Activity |
Since only the written part is wanted, repeat the records exactly and omit the pictures.

Collected data entries:
━━━━━━━━

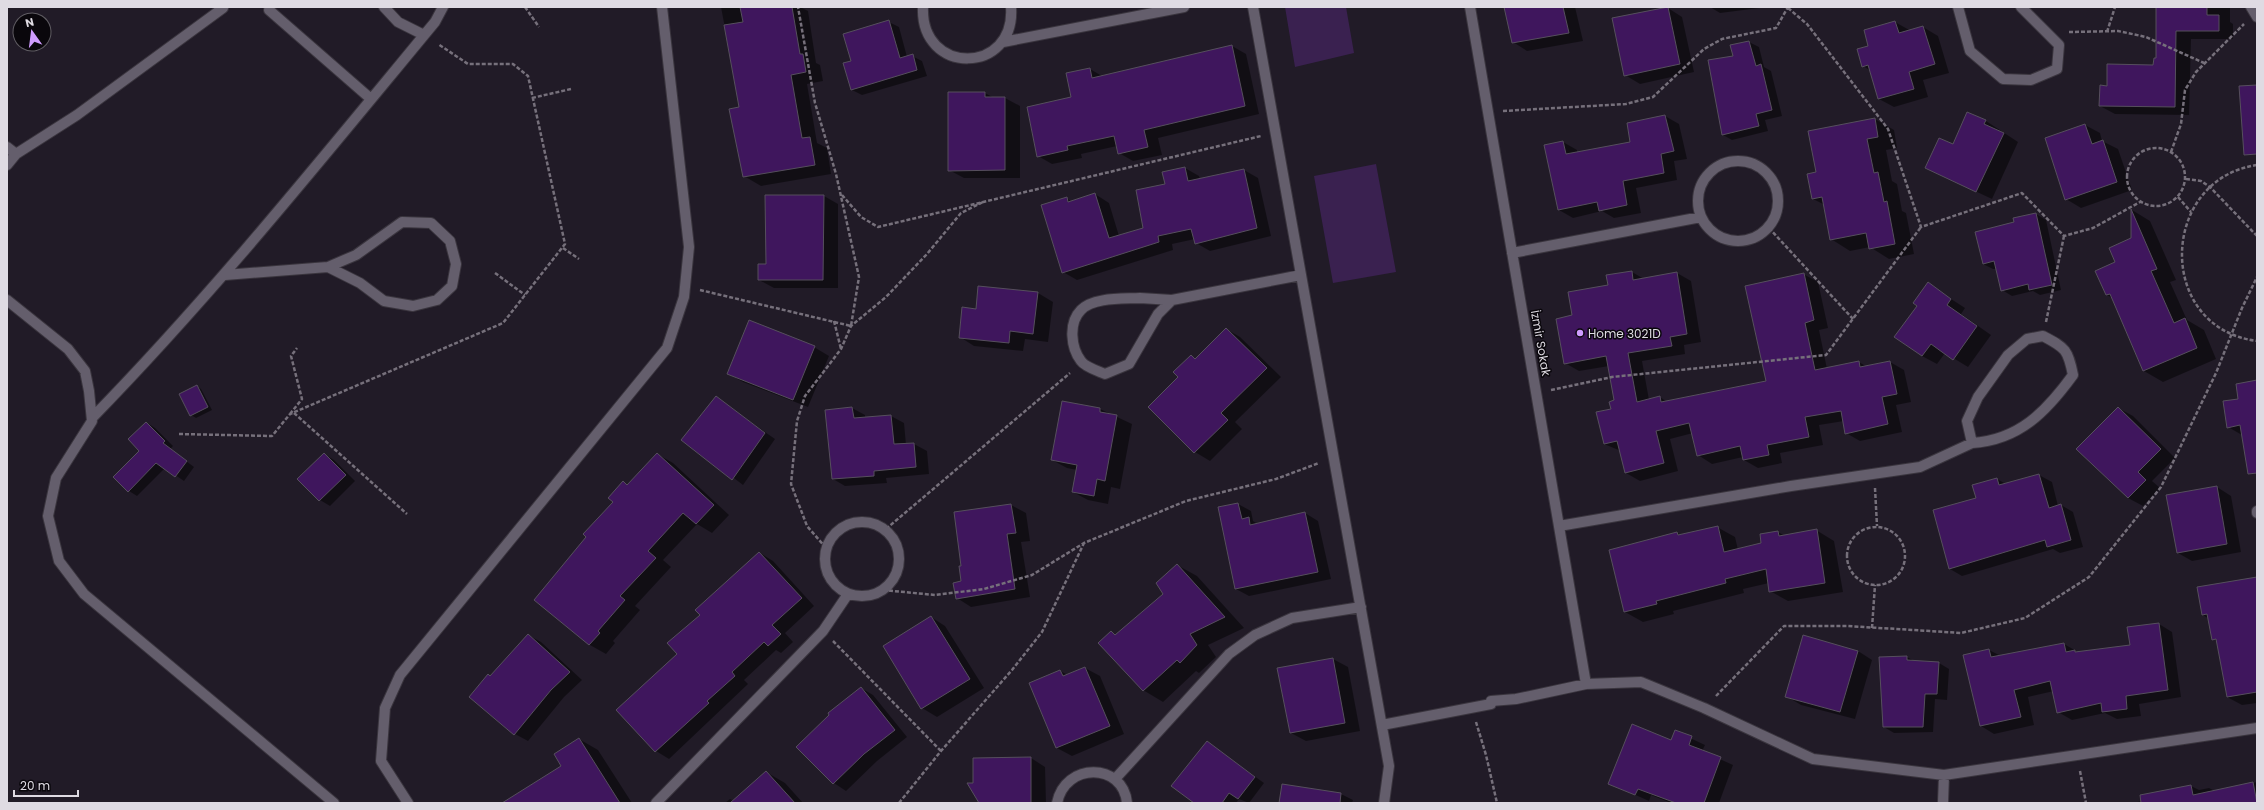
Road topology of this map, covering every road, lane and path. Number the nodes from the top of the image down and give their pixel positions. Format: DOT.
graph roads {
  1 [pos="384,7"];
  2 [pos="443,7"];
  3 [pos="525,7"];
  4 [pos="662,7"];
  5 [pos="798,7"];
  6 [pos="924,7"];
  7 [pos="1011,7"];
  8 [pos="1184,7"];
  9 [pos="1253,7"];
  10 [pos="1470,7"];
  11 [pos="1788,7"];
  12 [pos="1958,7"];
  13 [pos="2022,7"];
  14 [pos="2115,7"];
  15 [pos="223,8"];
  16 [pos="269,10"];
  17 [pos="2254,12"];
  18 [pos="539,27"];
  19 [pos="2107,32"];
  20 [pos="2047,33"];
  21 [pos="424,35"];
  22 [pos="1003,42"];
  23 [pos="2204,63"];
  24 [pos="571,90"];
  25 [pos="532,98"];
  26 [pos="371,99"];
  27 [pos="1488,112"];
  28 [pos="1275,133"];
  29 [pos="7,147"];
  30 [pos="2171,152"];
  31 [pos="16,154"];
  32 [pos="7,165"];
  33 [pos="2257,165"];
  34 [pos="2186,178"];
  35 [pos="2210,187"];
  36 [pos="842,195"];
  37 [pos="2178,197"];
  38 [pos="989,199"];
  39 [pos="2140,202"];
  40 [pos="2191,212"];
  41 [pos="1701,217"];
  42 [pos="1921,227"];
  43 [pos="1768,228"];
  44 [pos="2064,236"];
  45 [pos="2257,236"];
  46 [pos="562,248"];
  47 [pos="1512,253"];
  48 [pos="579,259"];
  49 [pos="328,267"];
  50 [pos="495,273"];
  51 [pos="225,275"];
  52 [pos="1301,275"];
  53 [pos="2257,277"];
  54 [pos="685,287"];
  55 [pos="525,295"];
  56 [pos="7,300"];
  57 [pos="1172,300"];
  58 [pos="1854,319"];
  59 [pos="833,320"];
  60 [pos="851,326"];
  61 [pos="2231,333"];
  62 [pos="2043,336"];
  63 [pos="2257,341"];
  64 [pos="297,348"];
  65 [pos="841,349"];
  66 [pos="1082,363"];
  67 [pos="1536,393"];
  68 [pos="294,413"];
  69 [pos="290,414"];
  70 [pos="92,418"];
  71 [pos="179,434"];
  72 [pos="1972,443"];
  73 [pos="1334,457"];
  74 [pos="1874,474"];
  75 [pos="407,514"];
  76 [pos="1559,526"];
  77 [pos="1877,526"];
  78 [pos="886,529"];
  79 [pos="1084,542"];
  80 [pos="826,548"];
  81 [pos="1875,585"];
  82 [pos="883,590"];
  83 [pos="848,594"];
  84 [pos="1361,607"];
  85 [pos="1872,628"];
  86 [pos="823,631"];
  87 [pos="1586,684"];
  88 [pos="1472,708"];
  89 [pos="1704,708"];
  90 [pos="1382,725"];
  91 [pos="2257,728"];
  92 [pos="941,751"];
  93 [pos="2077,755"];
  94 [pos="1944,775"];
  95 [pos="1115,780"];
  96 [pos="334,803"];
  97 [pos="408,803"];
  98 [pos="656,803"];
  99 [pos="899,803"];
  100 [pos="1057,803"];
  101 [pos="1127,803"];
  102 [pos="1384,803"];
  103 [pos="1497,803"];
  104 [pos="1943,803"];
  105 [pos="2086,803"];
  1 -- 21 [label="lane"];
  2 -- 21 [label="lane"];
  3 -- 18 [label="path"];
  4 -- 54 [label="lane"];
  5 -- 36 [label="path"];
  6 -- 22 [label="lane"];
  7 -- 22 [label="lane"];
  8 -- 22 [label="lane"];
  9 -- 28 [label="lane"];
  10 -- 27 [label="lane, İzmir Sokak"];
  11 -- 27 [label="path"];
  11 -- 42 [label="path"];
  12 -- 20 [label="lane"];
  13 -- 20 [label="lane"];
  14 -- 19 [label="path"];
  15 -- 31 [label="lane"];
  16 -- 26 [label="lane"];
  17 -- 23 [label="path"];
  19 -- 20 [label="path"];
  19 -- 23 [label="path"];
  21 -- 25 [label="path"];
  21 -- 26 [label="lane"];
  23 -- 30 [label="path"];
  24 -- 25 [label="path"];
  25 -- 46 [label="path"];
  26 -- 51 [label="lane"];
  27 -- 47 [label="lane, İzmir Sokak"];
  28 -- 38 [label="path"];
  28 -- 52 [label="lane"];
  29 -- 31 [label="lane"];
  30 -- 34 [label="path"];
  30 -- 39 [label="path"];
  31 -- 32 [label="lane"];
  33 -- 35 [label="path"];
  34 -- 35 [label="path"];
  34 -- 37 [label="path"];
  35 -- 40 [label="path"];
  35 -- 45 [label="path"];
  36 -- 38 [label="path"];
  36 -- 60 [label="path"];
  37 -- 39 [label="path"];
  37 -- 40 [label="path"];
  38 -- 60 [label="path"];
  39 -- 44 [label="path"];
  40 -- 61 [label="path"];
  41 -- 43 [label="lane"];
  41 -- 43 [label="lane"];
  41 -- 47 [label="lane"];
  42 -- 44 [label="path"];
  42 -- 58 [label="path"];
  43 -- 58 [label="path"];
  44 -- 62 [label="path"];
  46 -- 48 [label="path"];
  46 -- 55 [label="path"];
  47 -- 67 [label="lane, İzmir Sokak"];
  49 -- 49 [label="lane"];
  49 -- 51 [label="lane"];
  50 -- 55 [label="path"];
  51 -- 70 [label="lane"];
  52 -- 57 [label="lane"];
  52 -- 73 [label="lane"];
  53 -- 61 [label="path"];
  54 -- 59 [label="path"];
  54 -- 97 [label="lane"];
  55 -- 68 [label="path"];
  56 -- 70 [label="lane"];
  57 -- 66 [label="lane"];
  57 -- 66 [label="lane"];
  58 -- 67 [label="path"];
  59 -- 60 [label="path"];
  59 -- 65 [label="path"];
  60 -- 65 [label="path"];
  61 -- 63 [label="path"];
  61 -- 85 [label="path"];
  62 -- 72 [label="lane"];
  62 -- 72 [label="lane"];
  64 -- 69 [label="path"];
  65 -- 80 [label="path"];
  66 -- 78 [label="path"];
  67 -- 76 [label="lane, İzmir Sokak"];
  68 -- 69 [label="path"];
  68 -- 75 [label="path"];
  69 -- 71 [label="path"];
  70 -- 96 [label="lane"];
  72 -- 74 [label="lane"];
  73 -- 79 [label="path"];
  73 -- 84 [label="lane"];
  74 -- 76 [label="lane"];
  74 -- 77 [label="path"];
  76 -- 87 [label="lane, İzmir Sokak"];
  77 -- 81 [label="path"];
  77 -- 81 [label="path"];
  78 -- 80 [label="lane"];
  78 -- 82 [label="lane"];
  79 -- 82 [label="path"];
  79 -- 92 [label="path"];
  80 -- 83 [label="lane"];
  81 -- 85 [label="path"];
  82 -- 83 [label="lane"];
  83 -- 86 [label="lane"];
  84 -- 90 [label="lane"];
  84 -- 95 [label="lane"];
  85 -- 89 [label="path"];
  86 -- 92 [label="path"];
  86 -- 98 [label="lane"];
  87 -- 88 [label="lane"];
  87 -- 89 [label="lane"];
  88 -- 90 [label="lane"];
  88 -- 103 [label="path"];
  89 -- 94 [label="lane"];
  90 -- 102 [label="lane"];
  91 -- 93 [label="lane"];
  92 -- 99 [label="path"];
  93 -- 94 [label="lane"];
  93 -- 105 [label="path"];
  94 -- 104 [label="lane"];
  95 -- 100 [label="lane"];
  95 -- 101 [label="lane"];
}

━━━━━━━━

Response for this exercise |
Road topology of this map, covering every road, lane and path. Number the nodes from the top of the image down and give their pixel positions. Format: DOT.
graph roads {
  1 [pos="384,7"];
  2 [pos="443,7"];
  3 [pos="525,7"];
  4 [pos="662,7"];
  5 [pos="798,7"];
  6 [pos="924,7"];
  7 [pos="1011,7"];
  8 [pos="1184,7"];
  9 [pos="1253,7"];
  10 [pos="1470,7"];
  11 [pos="1788,7"];
  12 [pos="1958,7"];
  13 [pos="2022,7"];
  14 [pos="2115,7"];
  15 [pos="223,8"];
  16 [pos="269,10"];
  17 [pos="2254,12"];
  18 [pos="539,27"];
  19 [pos="2107,32"];
  20 [pos="2047,33"];
  21 [pos="424,35"];
  22 [pos="1003,42"];
  23 [pos="2204,63"];
  24 [pos="571,90"];
  25 [pos="532,98"];
  26 [pos="371,99"];
  27 [pos="1488,112"];
  28 [pos="1275,133"];
  29 [pos="7,147"];
  30 [pos="2171,152"];
  31 [pos="16,154"];
  32 [pos="7,165"];
  33 [pos="2257,165"];
  34 [pos="2186,178"];
  35 [pos="2210,187"];
  36 [pos="842,195"];
  37 [pos="2178,197"];
  38 [pos="989,199"];
  39 [pos="2140,202"];
  40 [pos="2191,212"];
  41 [pos="1701,217"];
  42 [pos="1921,227"];
  43 [pos="1768,228"];
  44 [pos="2064,236"];
  45 [pos="2257,236"];
  46 [pos="562,248"];
  47 [pos="1512,253"];
  48 [pos="579,259"];
  49 [pos="328,267"];
  50 [pos="495,273"];
  51 [pos="225,275"];
  52 [pos="1301,275"];
  53 [pos="2257,277"];
  54 [pos="685,287"];
  55 [pos="525,295"];
  56 [pos="7,300"];
  57 [pos="1172,300"];
  58 [pos="1854,319"];
  59 [pos="833,320"];
  60 [pos="851,326"];
  61 [pos="2231,333"];
  62 [pos="2043,336"];
  63 [pos="2257,341"];
  64 [pos="297,348"];
  65 [pos="841,349"];
  66 [pos="1082,363"];
  67 [pos="1536,393"];
  68 [pos="294,413"];
  69 [pos="290,414"];
  70 [pos="92,418"];
  71 [pos="179,434"];
  72 [pos="1972,443"];
  73 [pos="1334,457"];
  74 [pos="1874,474"];
  75 [pos="407,514"];
  76 [pos="1559,526"];
  77 [pos="1877,526"];
  78 [pos="886,529"];
  79 [pos="1084,542"];
  80 [pos="826,548"];
  81 [pos="1875,585"];
  82 [pos="883,590"];
  83 [pos="848,594"];
  84 [pos="1361,607"];
  85 [pos="1872,628"];
  86 [pos="823,631"];
  87 [pos="1586,684"];
  88 [pos="1472,708"];
  89 [pos="1704,708"];
  90 [pos="1382,725"];
  91 [pos="2257,728"];
  92 [pos="941,751"];
  93 [pos="2077,755"];
  94 [pos="1944,775"];
  95 [pos="1115,780"];
  96 [pos="334,803"];
  97 [pos="408,803"];
  98 [pos="656,803"];
  99 [pos="899,803"];
  100 [pos="1057,803"];
  101 [pos="1127,803"];
  102 [pos="1384,803"];
  103 [pos="1497,803"];
  104 [pos="1943,803"];
  105 [pos="2086,803"];
  1 -- 21 [label="lane"];
  2 -- 21 [label="lane"];
  3 -- 18 [label="path"];
  4 -- 54 [label="lane"];
  5 -- 36 [label="path"];
  6 -- 22 [label="lane"];
  7 -- 22 [label="lane"];
  8 -- 22 [label="lane"];
  9 -- 28 [label="lane"];
  10 -- 27 [label="lane, İzmir Sokak"];
  11 -- 27 [label="path"];
  11 -- 42 [label="path"];
  12 -- 20 [label="lane"];
  13 -- 20 [label="lane"];
  14 -- 19 [label="path"];
  15 -- 31 [label="lane"];
  16 -- 26 [label="lane"];
  17 -- 23 [label="path"];
  19 -- 20 [label="path"];
  19 -- 23 [label="path"];
  21 -- 25 [label="path"];
  21 -- 26 [label="lane"];
  23 -- 30 [label="path"];
  24 -- 25 [label="path"];
  25 -- 46 [label="path"];
  26 -- 51 [label="lane"];
  27 -- 47 [label="lane, İzmir Sokak"];
  28 -- 38 [label="path"];
  28 -- 52 [label="lane"];
  29 -- 31 [label="lane"];
  30 -- 34 [label="path"];
  30 -- 39 [label="path"];
  31 -- 32 [label="lane"];
  33 -- 35 [label="path"];
  34 -- 35 [label="path"];
  34 -- 37 [label="path"];
  35 -- 40 [label="path"];
  35 -- 45 [label="path"];
  36 -- 38 [label="path"];
  36 -- 60 [label="path"];
  37 -- 39 [label="path"];
  37 -- 40 [label="path"];
  38 -- 60 [label="path"];
  39 -- 44 [label="path"];
  40 -- 61 [label="path"];
  41 -- 43 [label="lane"];
  41 -- 43 [label="lane"];
  41 -- 47 [label="lane"];
  42 -- 44 [label="path"];
  42 -- 58 [label="path"];
  43 -- 58 [label="path"];
  44 -- 62 [label="path"];
  46 -- 48 [label="path"];
  46 -- 55 [label="path"];
  47 -- 67 [label="lane, İzmir Sokak"];
  49 -- 49 [label="lane"];
  49 -- 51 [label="lane"];
  50 -- 55 [label="path"];
  51 -- 70 [label="lane"];
  52 -- 57 [label="lane"];
  52 -- 73 [label="lane"];
  53 -- 61 [label="path"];
  54 -- 59 [label="path"];
  54 -- 97 [label="lane"];
  55 -- 68 [label="path"];
  56 -- 70 [label="lane"];
  57 -- 66 [label="lane"];
  57 -- 66 [label="lane"];
  58 -- 67 [label="path"];
  59 -- 60 [label="path"];
  59 -- 65 [label="path"];
  60 -- 65 [label="path"];
  61 -- 63 [label="path"];
  61 -- 85 [label="path"];
  62 -- 72 [label="lane"];
  62 -- 72 [label="lane"];
  64 -- 69 [label="path"];
  65 -- 80 [label="path"];
  66 -- 78 [label="path"];
  67 -- 76 [label="lane, İzmir Sokak"];
  68 -- 69 [label="path"];
  68 -- 75 [label="path"];
  69 -- 71 [label="path"];
  70 -- 96 [label="lane"];
  72 -- 74 [label="lane"];
  73 -- 79 [label="path"];
  73 -- 84 [label="lane"];
  74 -- 76 [label="lane"];
  74 -- 77 [label="path"];
  76 -- 87 [label="lane, İzmir Sokak"];
  77 -- 81 [label="path"];
  77 -- 81 [label="path"];
  78 -- 80 [label="lane"];
  78 -- 82 [label="lane"];
  79 -- 82 [label="path"];
  79 -- 92 [label="path"];
  80 -- 83 [label="lane"];
  81 -- 85 [label="path"];
  82 -- 83 [label="lane"];
  83 -- 86 [label="lane"];
  84 -- 90 [label="lane"];
  84 -- 95 [label="lane"];
  85 -- 89 [label="path"];
  86 -- 92 [label="path"];
  86 -- 98 [label="lane"];
  87 -- 88 [label="lane"];
  87 -- 89 [label="lane"];
  88 -- 90 [label="lane"];
  88 -- 103 [label="path"];
  89 -- 94 [label="lane"];
  90 -- 102 [label="lane"];
  91 -- 93 [label="lane"];
  92 -- 99 [label="path"];
  93 -- 94 [label="lane"];
  93 -- 105 [label="path"];
  94 -- 104 [label="lane"];
  95 -- 100 [label="lane"];
  95 -- 101 [label="lane"];
}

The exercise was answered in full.